Reproduce the entries that follow precisely, setting aside any images.
[[ INFORMATION SHOWN, beginning ]]
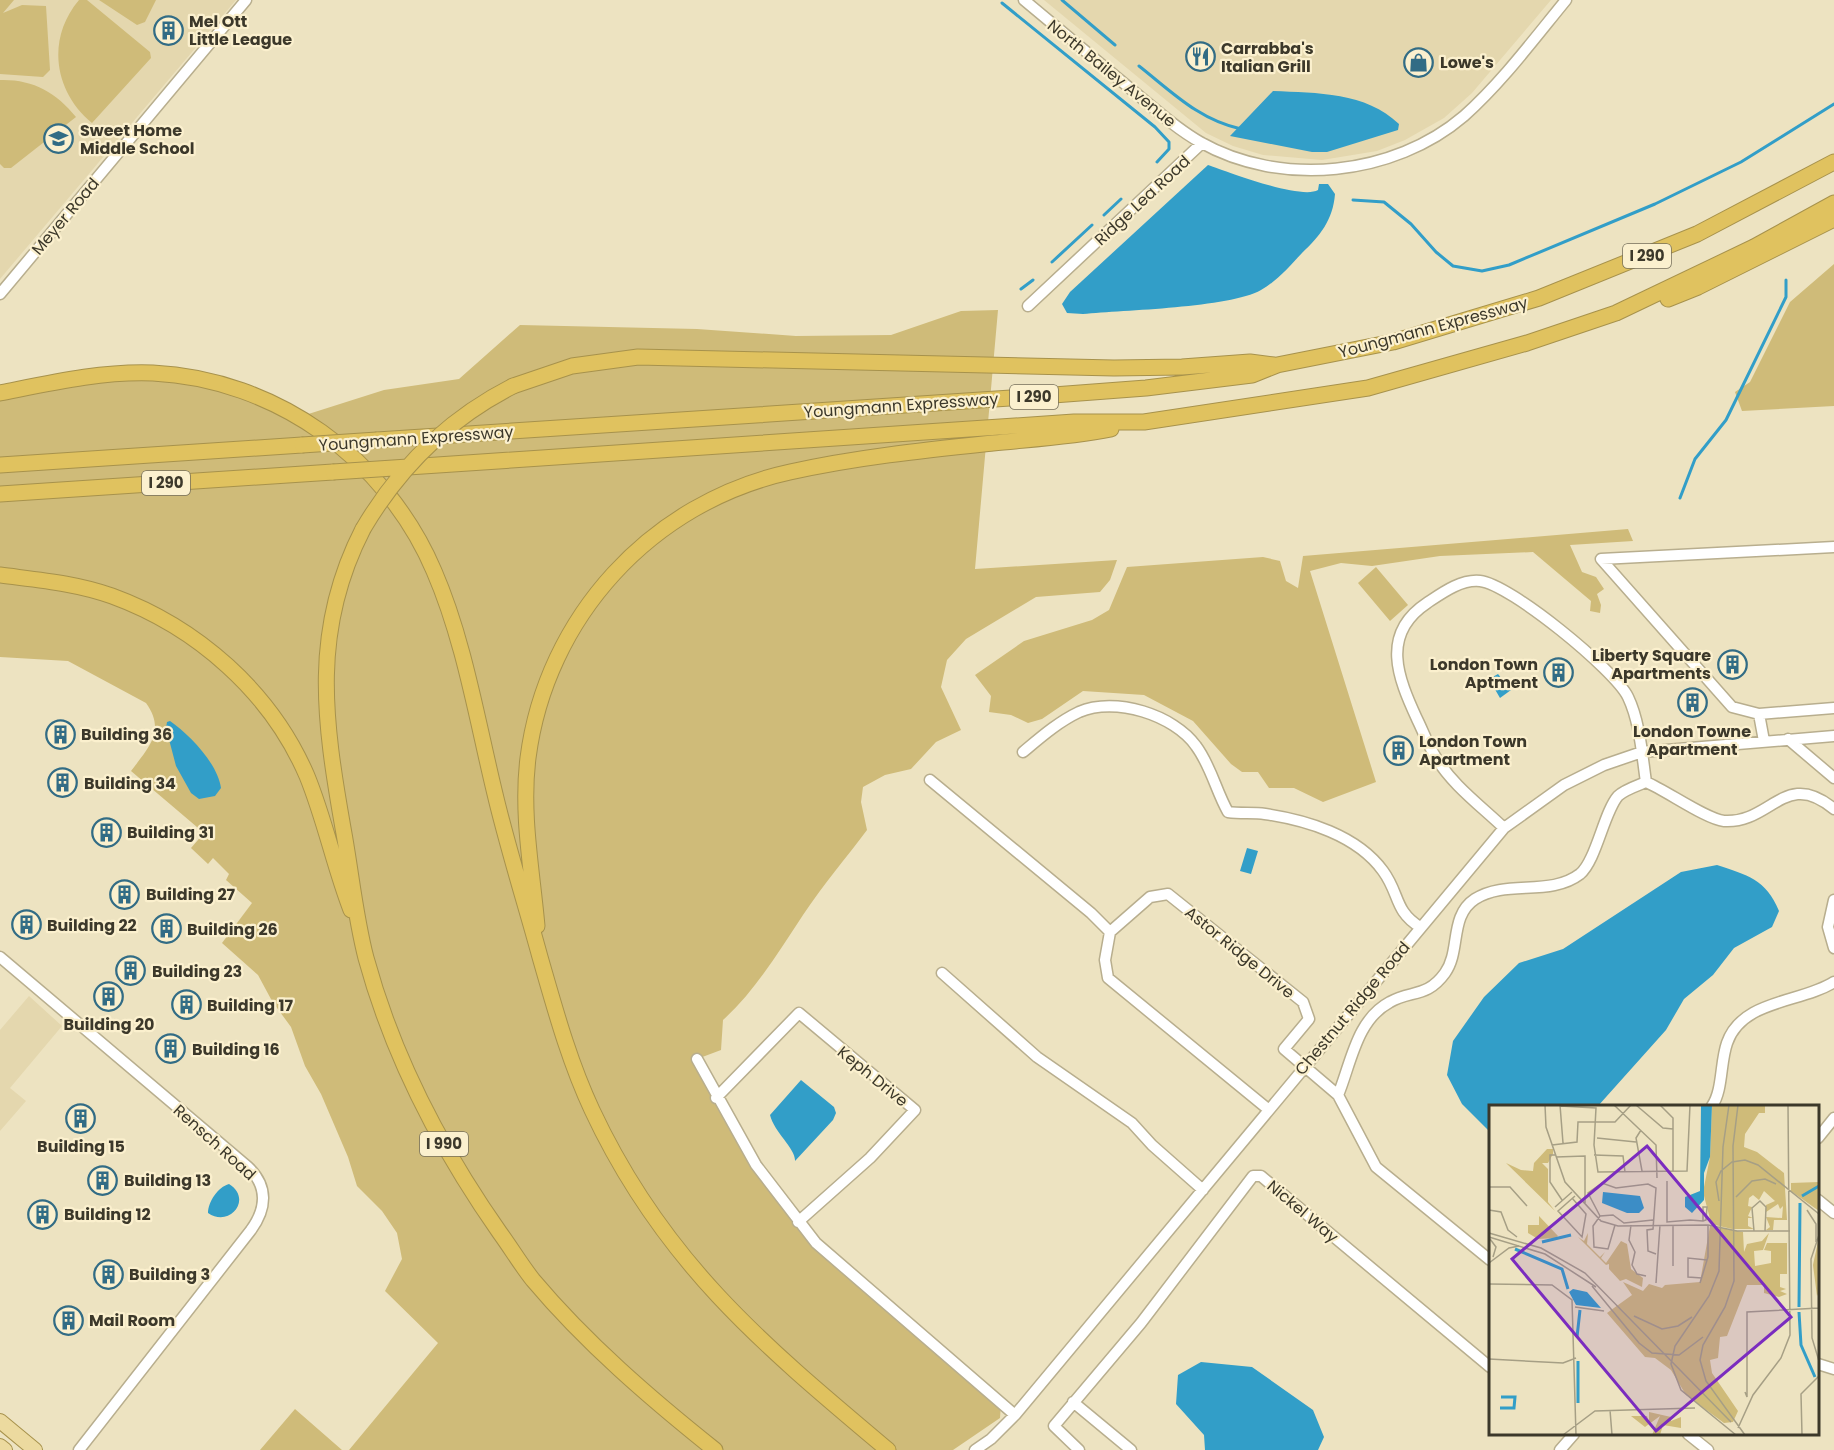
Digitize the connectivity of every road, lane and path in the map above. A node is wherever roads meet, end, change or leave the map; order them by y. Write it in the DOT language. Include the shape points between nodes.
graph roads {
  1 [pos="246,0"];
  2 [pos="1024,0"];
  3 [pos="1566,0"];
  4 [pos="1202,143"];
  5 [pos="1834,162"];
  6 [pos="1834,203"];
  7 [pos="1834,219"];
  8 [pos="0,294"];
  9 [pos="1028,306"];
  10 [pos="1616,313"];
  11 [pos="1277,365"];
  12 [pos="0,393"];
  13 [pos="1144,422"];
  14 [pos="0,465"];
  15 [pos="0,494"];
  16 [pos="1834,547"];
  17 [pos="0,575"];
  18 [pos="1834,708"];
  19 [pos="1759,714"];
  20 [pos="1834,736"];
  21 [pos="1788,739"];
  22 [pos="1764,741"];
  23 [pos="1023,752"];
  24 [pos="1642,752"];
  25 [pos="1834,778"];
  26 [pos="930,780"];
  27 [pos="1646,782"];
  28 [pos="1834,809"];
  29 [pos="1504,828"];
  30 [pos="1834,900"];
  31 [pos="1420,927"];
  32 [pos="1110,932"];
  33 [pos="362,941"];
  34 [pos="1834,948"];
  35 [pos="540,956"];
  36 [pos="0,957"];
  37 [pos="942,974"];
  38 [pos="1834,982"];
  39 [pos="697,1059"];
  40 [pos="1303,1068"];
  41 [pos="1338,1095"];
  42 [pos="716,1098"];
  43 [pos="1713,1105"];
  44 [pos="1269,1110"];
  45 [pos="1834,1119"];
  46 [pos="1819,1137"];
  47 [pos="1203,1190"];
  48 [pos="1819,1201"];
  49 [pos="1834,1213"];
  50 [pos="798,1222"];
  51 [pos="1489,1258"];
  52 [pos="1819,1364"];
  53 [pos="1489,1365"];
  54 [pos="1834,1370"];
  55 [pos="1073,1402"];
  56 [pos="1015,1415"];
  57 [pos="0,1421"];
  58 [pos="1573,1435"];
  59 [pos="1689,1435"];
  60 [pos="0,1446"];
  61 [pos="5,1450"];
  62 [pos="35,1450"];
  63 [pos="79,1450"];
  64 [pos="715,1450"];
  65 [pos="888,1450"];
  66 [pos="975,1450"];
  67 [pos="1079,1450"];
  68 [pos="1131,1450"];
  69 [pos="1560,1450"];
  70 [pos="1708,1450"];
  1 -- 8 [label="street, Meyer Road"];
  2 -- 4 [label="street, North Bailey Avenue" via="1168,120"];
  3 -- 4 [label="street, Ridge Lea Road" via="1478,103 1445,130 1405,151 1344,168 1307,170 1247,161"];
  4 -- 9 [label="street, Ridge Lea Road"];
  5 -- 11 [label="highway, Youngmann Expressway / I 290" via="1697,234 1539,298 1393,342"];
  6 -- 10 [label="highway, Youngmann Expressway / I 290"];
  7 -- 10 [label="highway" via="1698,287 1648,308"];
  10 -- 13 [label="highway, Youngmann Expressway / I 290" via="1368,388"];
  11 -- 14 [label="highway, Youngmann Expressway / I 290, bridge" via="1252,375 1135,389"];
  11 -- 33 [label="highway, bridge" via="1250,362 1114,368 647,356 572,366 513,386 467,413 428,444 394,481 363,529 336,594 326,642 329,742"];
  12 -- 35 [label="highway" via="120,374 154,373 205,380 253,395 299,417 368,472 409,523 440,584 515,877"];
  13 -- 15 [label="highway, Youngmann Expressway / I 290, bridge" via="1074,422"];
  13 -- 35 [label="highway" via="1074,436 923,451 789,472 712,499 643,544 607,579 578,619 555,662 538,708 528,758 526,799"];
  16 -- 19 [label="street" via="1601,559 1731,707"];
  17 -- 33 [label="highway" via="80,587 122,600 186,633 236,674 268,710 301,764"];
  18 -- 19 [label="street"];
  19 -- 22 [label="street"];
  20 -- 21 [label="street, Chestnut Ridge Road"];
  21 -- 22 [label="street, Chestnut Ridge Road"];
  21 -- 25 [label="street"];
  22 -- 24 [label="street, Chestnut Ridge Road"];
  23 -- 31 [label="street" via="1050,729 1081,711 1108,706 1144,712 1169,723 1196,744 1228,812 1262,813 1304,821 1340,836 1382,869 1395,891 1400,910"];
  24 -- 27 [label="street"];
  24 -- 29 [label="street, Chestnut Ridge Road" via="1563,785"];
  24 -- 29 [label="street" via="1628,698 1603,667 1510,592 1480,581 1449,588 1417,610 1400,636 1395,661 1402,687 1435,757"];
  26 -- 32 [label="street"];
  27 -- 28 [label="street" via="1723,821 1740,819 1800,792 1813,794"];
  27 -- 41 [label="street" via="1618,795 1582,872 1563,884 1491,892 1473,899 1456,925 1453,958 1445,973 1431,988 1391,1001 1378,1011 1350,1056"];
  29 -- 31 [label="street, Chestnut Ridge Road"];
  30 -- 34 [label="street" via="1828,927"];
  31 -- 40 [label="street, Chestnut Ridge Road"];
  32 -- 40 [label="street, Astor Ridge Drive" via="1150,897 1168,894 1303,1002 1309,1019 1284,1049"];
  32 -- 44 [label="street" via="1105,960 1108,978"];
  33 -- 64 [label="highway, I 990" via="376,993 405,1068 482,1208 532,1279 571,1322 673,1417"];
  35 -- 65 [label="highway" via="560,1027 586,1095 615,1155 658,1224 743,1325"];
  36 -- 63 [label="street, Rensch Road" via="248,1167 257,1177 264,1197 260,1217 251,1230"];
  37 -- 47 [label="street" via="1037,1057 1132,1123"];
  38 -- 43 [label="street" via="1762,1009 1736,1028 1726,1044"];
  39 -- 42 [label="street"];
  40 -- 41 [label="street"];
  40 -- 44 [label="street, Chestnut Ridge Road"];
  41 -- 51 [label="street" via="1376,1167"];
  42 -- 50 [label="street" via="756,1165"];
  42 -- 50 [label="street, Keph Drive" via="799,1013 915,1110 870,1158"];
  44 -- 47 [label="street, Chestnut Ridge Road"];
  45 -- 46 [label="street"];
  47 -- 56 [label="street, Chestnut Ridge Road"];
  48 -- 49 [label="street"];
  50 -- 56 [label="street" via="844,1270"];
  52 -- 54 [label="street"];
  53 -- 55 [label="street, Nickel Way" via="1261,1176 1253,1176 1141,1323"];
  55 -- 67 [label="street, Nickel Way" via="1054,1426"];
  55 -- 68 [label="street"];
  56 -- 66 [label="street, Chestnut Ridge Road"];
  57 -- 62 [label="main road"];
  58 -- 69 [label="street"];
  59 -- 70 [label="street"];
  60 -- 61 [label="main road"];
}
[[ INFORMATION SHOWN, end ]]
**EXERCISE RESULT**:
Digitize the connectivity of every road, lane and path in the map above. A node is wherever roads meet, end, change or leave the map; order them by y. Write it in the DOT language. Include the shape points between nodes.
graph roads {
  1 [pos="246,0"];
  2 [pos="1024,0"];
  3 [pos="1566,0"];
  4 [pos="1202,143"];
  5 [pos="1834,162"];
  6 [pos="1834,203"];
  7 [pos="1834,219"];
  8 [pos="0,294"];
  9 [pos="1028,306"];
  10 [pos="1616,313"];
  11 [pos="1277,365"];
  12 [pos="0,393"];
  13 [pos="1144,422"];
  14 [pos="0,465"];
  15 [pos="0,494"];
  16 [pos="1834,547"];
  17 [pos="0,575"];
  18 [pos="1834,708"];
  19 [pos="1759,714"];
  20 [pos="1834,736"];
  21 [pos="1788,739"];
  22 [pos="1764,741"];
  23 [pos="1023,752"];
  24 [pos="1642,752"];
  25 [pos="1834,778"];
  26 [pos="930,780"];
  27 [pos="1646,782"];
  28 [pos="1834,809"];
  29 [pos="1504,828"];
  30 [pos="1834,900"];
  31 [pos="1420,927"];
  32 [pos="1110,932"];
  33 [pos="362,941"];
  34 [pos="1834,948"];
  35 [pos="540,956"];
  36 [pos="0,957"];
  37 [pos="942,974"];
  38 [pos="1834,982"];
  39 [pos="697,1059"];
  40 [pos="1303,1068"];
  41 [pos="1338,1095"];
  42 [pos="716,1098"];
  43 [pos="1713,1105"];
  44 [pos="1269,1110"];
  45 [pos="1834,1119"];
  46 [pos="1819,1137"];
  47 [pos="1203,1190"];
  48 [pos="1819,1201"];
  49 [pos="1834,1213"];
  50 [pos="798,1222"];
  51 [pos="1489,1258"];
  52 [pos="1819,1364"];
  53 [pos="1489,1365"];
  54 [pos="1834,1370"];
  55 [pos="1073,1402"];
  56 [pos="1015,1415"];
  57 [pos="0,1421"];
  58 [pos="1573,1435"];
  59 [pos="1689,1435"];
  60 [pos="0,1446"];
  61 [pos="5,1450"];
  62 [pos="35,1450"];
  63 [pos="79,1450"];
  64 [pos="715,1450"];
  65 [pos="888,1450"];
  66 [pos="975,1450"];
  67 [pos="1079,1450"];
  68 [pos="1131,1450"];
  69 [pos="1560,1450"];
  70 [pos="1708,1450"];
  1 -- 8 [label="street, Meyer Road"];
  2 -- 4 [label="street, North Bailey Avenue" via="1168,120"];
  3 -- 4 [label="street, Ridge Lea Road" via="1478,103 1445,130 1405,151 1344,168 1307,170 1247,161"];
  4 -- 9 [label="street, Ridge Lea Road"];
  5 -- 11 [label="highway, Youngmann Expressway / I 290" via="1697,234 1539,298 1393,342"];
  6 -- 10 [label="highway, Youngmann Expressway / I 290"];
  7 -- 10 [label="highway" via="1698,287 1648,308"];
  10 -- 13 [label="highway, Youngmann Expressway / I 290" via="1368,388"];
  11 -- 14 [label="highway, Youngmann Expressway / I 290, bridge" via="1252,375 1135,389"];
  11 -- 33 [label="highway, bridge" via="1250,362 1114,368 647,356 572,366 513,386 467,413 428,444 394,481 363,529 336,594 326,642 329,742"];
  12 -- 35 [label="highway" via="120,374 154,373 205,380 253,395 299,417 368,472 409,523 440,584 515,877"];
  13 -- 15 [label="highway, Youngmann Expressway / I 290, bridge" via="1074,422"];
  13 -- 35 [label="highway" via="1074,436 923,451 789,472 712,499 643,544 607,579 578,619 555,662 538,708 528,758 526,799"];
  16 -- 19 [label="street" via="1601,559 1731,707"];
  17 -- 33 [label="highway" via="80,587 122,600 186,633 236,674 268,710 301,764"];
  18 -- 19 [label="street"];
  19 -- 22 [label="street"];
  20 -- 21 [label="street, Chestnut Ridge Road"];
  21 -- 22 [label="street, Chestnut Ridge Road"];
  21 -- 25 [label="street"];
  22 -- 24 [label="street, Chestnut Ridge Road"];
  23 -- 31 [label="street" via="1050,729 1081,711 1108,706 1144,712 1169,723 1196,744 1228,812 1262,813 1304,821 1340,836 1382,869 1395,891 1400,910"];
  24 -- 27 [label="street"];
  24 -- 29 [label="street, Chestnut Ridge Road" via="1563,785"];
  24 -- 29 [label="street" via="1628,698 1603,667 1510,592 1480,581 1449,588 1417,610 1400,636 1395,661 1402,687 1435,757"];
  26 -- 32 [label="street"];
  27 -- 28 [label="street" via="1723,821 1740,819 1800,792 1813,794"];
  27 -- 41 [label="street" via="1618,795 1582,872 1563,884 1491,892 1473,899 1456,925 1453,958 1445,973 1431,988 1391,1001 1378,1011 1350,1056"];
  29 -- 31 [label="street, Chestnut Ridge Road"];
  30 -- 34 [label="street" via="1828,927"];
  31 -- 40 [label="street, Chestnut Ridge Road"];
  32 -- 40 [label="street, Astor Ridge Drive" via="1150,897 1168,894 1303,1002 1309,1019 1284,1049"];
  32 -- 44 [label="street" via="1105,960 1108,978"];
  33 -- 64 [label="highway, I 990" via="376,993 405,1068 482,1208 532,1279 571,1322 673,1417"];
  35 -- 65 [label="highway" via="560,1027 586,1095 615,1155 658,1224 743,1325"];
  36 -- 63 [label="street, Rensch Road" via="248,1167 257,1177 264,1197 260,1217 251,1230"];
  37 -- 47 [label="street" via="1037,1057 1132,1123"];
  38 -- 43 [label="street" via="1762,1009 1736,1028 1726,1044"];
  39 -- 42 [label="street"];
  40 -- 41 [label="street"];
  40 -- 44 [label="street, Chestnut Ridge Road"];
  41 -- 51 [label="street" via="1376,1167"];
  42 -- 50 [label="street" via="756,1165"];
  42 -- 50 [label="street, Keph Drive" via="799,1013 915,1110 870,1158"];
  44 -- 47 [label="street, Chestnut Ridge Road"];
  45 -- 46 [label="street"];
  47 -- 56 [label="street, Chestnut Ridge Road"];
  48 -- 49 [label="street"];
  50 -- 56 [label="street" via="844,1270"];
  52 -- 54 [label="street"];
  53 -- 55 [label="street, Nickel Way" via="1261,1176 1253,1176 1141,1323"];
  55 -- 67 [label="street, Nickel Way" via="1054,1426"];
  55 -- 68 [label="street"];
  56 -- 66 [label="street, Chestnut Ridge Road"];
  57 -- 62 [label="main road"];
  58 -- 69 [label="street"];
  59 -- 70 [label="street"];
  60 -- 61 [label="main road"];
}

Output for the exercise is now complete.